YOUR OBJECTIVE: Once the pictures are removed, output the remaining entries exactly as given.

Items from a dataset:
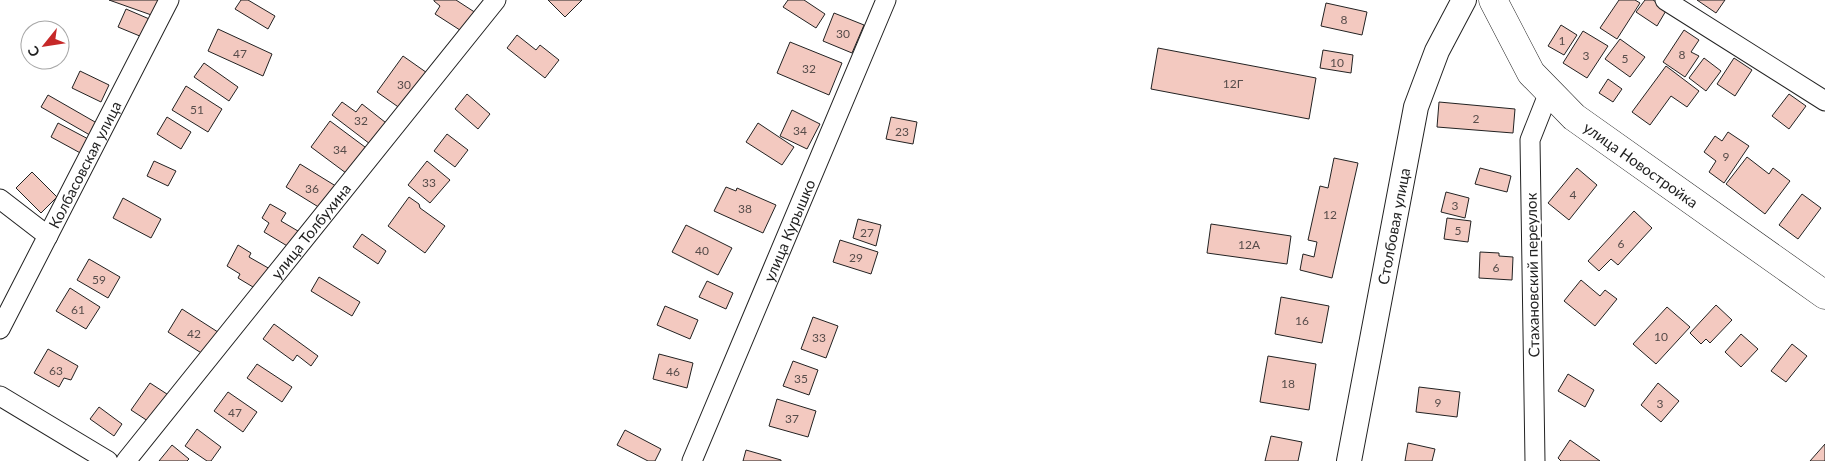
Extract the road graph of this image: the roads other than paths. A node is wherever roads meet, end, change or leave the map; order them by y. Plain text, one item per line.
1 (169, 0) edge
2 (496, 0) edge
3 (886, 0) edge
4 (1464, 0) edge
5 (1492, 0) edge
6 (1665, 0) edge
7 (1549, 92) junction
8 (1825, 101) edge
9 (0, 199) edge
10 (48, 236) junction
11 (1825, 295) edge
12 (0, 330) edge
13 (0, 396) edge
14 (108, 461) edge
15 (126, 461) edge
16 (692, 461) edge
17 (1349, 461) edge
18 (1536, 461) edge

1 - 10 street, Колбасовская улица
2 - 15 street, улица Толбухина
3 - 16 street, улица Курышко
4 - 17 street, Столбовая улица
5 - 7 main road, улица Новостройка
6 - 8 street
7 - 11 main road, улица Новостройка
7 - 18 street, Стахановский переулок
9 - 10 street
10 - 12 street, Колбасовская улица
13 - 14 street

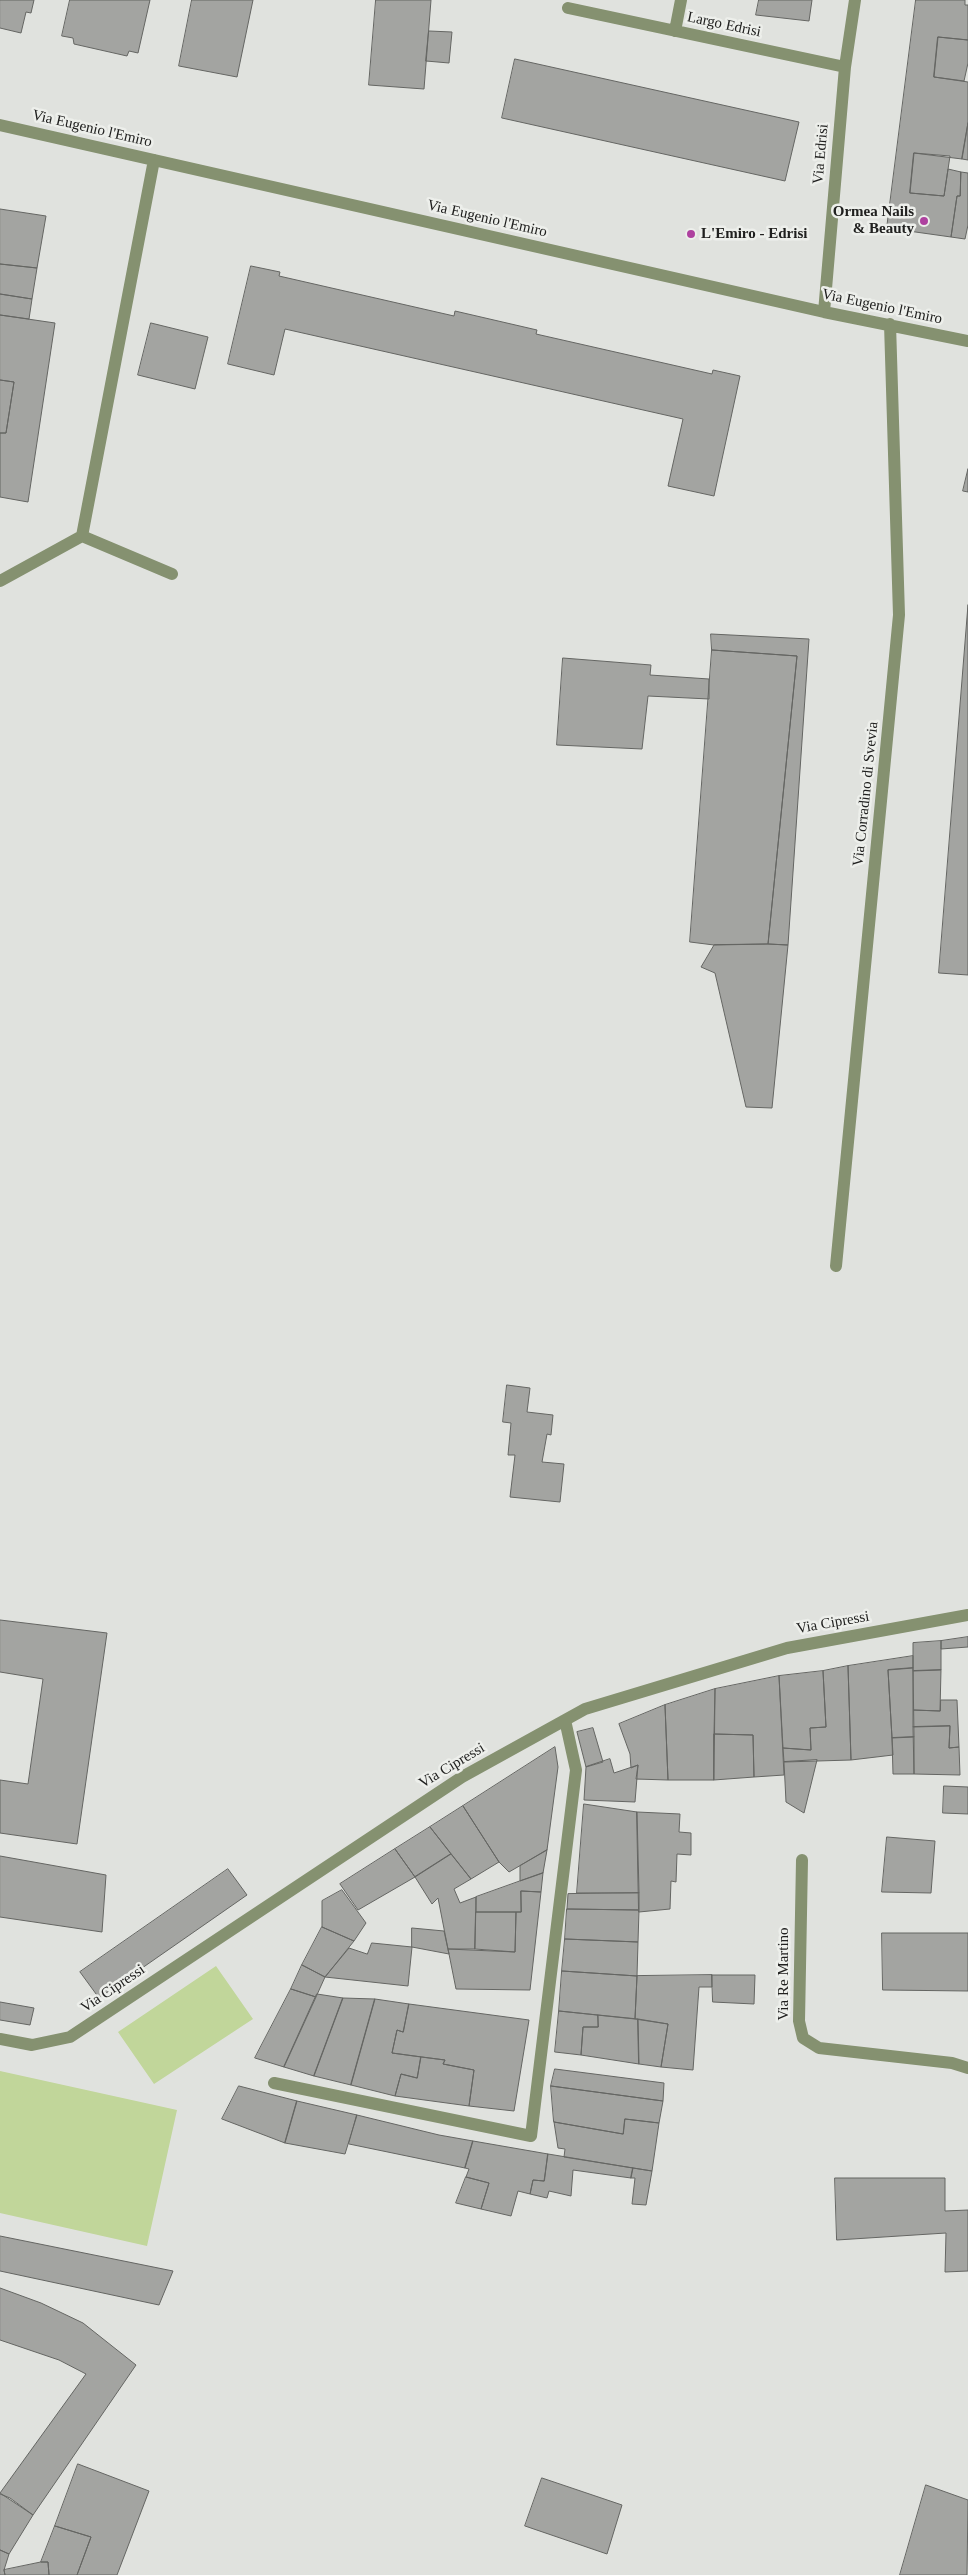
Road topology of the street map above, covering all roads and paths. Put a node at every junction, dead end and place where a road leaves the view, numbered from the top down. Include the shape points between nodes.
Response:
1 (681, 0) edge
2 (856, 0) edge
3 (568, 8) dead end
4 (675, 31) junction
5 (845, 67) junction
6 (0, 125) edge
7 (154, 160) junction
8 (824, 312) junction
9 (890, 324) junction
10 (968, 342) edge
11 (82, 536) junction
12 (172, 574) dead end
13 (0, 581) edge
14 (836, 1266) dead end
15 (968, 1615) edge
16 (565, 1720) junction
17 (802, 1860) dead end
18 (0, 2039) edge
19 (968, 2068) edge
20 (274, 2083) dead end

1 - 4 street
2 - 5 street, Via Edrisi
3 - 4 street, Largo Edrisi
4 - 5 street, Largo Edrisi
5 - 8 street, Via Edrisi
6 - 7 street, Via Eugenio l'Emiro
7 - 8 street, Via Eugenio l'Emiro
7 - 11 street
8 - 9 street, Via Eugenio l'Emiro
9 - 10 street, Via Eugenio l'Emiro
9 - 14 street, Via Corradino di Svevia via 900,615
11 - 12 street
11 - 13 street
15 - 16 street, Via Cipressi via 787,1648 585,1709
16 - 18 street, Via Cipressi via 462,1777 70,2037 32,2045
16 - 20 street via 576,1770 531,2136
17 - 19 street, Via Re Martino via 798,2021 803,2038 819,2048 952,2062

EXERCISE OUTPUT:
Extract the road graph of this image: the roads other than paths. A node is wherever roads meet, end, change or leave the map; order them by y. Plain text, one item per line.
1 (169, 0) edge
2 (496, 0) edge
3 (886, 0) edge
4 (1464, 0) edge
5 (1492, 0) edge
6 (1665, 0) edge
7 (1549, 92) junction
8 (1825, 101) edge
9 (0, 199) edge
10 (48, 236) junction
11 (1825, 295) edge
12 (0, 330) edge
13 (0, 396) edge
14 (108, 461) edge
15 (126, 461) edge
16 (692, 461) edge
17 (1349, 461) edge
18 (1536, 461) edge

1 - 10 street, Колбасовская улица
2 - 15 street, улица Толбухина
3 - 16 street, улица Курышко
4 - 17 street, Столбовая улица
5 - 7 main road, улица Новостройка
6 - 8 street
7 - 11 main road, улица Новостройка
7 - 18 street, Стахановский переулок
9 - 10 street
10 - 12 street, Колбасовская улица
13 - 14 street

Road topology of the street map above, covering all roads and paths. Put a node at every junction, dead end and place where a road leaves the view, numbered from the top down. Include the shape points between nodes.
Response:
1 (681, 0) edge
2 (856, 0) edge
3 (568, 8) dead end
4 (675, 31) junction
5 (845, 67) junction
6 (0, 125) edge
7 (154, 160) junction
8 (824, 312) junction
9 (890, 324) junction
10 (968, 342) edge
11 (82, 536) junction
12 (172, 574) dead end
13 (0, 581) edge
14 (836, 1266) dead end
15 (968, 1615) edge
16 (565, 1720) junction
17 (802, 1860) dead end
18 (0, 2039) edge
19 (968, 2068) edge
20 (274, 2083) dead end

1 - 4 street
2 - 5 street, Via Edrisi
3 - 4 street, Largo Edrisi
4 - 5 street, Largo Edrisi
5 - 8 street, Via Edrisi
6 - 7 street, Via Eugenio l'Emiro
7 - 8 street, Via Eugenio l'Emiro
7 - 11 street
8 - 9 street, Via Eugenio l'Emiro
9 - 10 street, Via Eugenio l'Emiro
9 - 14 street, Via Corradino di Svevia via 900,615
11 - 12 street
11 - 13 street
15 - 16 street, Via Cipressi via 787,1648 585,1709
16 - 18 street, Via Cipressi via 462,1777 70,2037 32,2045
16 - 20 street via 576,1770 531,2136
17 - 19 street, Via Re Martino via 798,2021 803,2038 819,2048 952,2062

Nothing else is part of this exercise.